(Data for this task begins)

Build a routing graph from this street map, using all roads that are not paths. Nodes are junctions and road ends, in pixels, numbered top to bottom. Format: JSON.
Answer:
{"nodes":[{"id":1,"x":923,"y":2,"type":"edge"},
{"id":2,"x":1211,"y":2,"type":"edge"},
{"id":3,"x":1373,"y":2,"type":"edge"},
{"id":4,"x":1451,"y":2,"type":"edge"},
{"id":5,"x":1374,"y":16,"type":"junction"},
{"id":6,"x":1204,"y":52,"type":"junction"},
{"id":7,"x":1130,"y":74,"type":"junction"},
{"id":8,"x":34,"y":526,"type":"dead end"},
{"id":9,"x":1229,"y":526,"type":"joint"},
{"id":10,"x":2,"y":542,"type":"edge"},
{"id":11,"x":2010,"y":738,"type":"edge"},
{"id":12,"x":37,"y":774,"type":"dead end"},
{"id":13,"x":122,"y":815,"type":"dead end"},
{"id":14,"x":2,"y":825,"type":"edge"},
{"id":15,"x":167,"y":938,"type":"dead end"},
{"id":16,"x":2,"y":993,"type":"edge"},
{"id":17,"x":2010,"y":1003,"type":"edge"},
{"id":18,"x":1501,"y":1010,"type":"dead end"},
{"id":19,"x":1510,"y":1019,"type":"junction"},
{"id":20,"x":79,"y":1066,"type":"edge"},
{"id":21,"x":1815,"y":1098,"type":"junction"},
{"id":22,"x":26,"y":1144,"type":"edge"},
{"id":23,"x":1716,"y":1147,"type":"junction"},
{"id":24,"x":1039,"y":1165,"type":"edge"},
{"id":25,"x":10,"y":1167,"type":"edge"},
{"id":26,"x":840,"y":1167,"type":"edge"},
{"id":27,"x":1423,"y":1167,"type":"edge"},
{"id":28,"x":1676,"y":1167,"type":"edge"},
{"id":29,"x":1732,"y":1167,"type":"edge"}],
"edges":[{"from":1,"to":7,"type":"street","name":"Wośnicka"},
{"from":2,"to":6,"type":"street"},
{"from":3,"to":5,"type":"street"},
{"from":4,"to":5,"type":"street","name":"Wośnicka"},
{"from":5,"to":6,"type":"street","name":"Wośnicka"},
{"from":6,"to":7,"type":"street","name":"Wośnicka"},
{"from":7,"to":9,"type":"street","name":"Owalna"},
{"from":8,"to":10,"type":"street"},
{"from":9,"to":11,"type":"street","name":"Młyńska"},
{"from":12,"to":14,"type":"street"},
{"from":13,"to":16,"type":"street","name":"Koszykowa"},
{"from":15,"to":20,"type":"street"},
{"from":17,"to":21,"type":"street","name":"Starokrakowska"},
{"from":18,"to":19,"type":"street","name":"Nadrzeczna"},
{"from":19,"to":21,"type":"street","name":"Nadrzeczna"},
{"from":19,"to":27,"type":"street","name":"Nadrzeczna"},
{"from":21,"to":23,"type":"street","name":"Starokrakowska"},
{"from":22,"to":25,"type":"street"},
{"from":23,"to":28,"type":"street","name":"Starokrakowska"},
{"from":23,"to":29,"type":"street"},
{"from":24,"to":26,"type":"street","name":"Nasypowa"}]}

(Data for this task ends)

# Exercise instructions:
Tell me how many lines of the records include the word "Nadrzeczna", and say nothing else.

# Your response:
3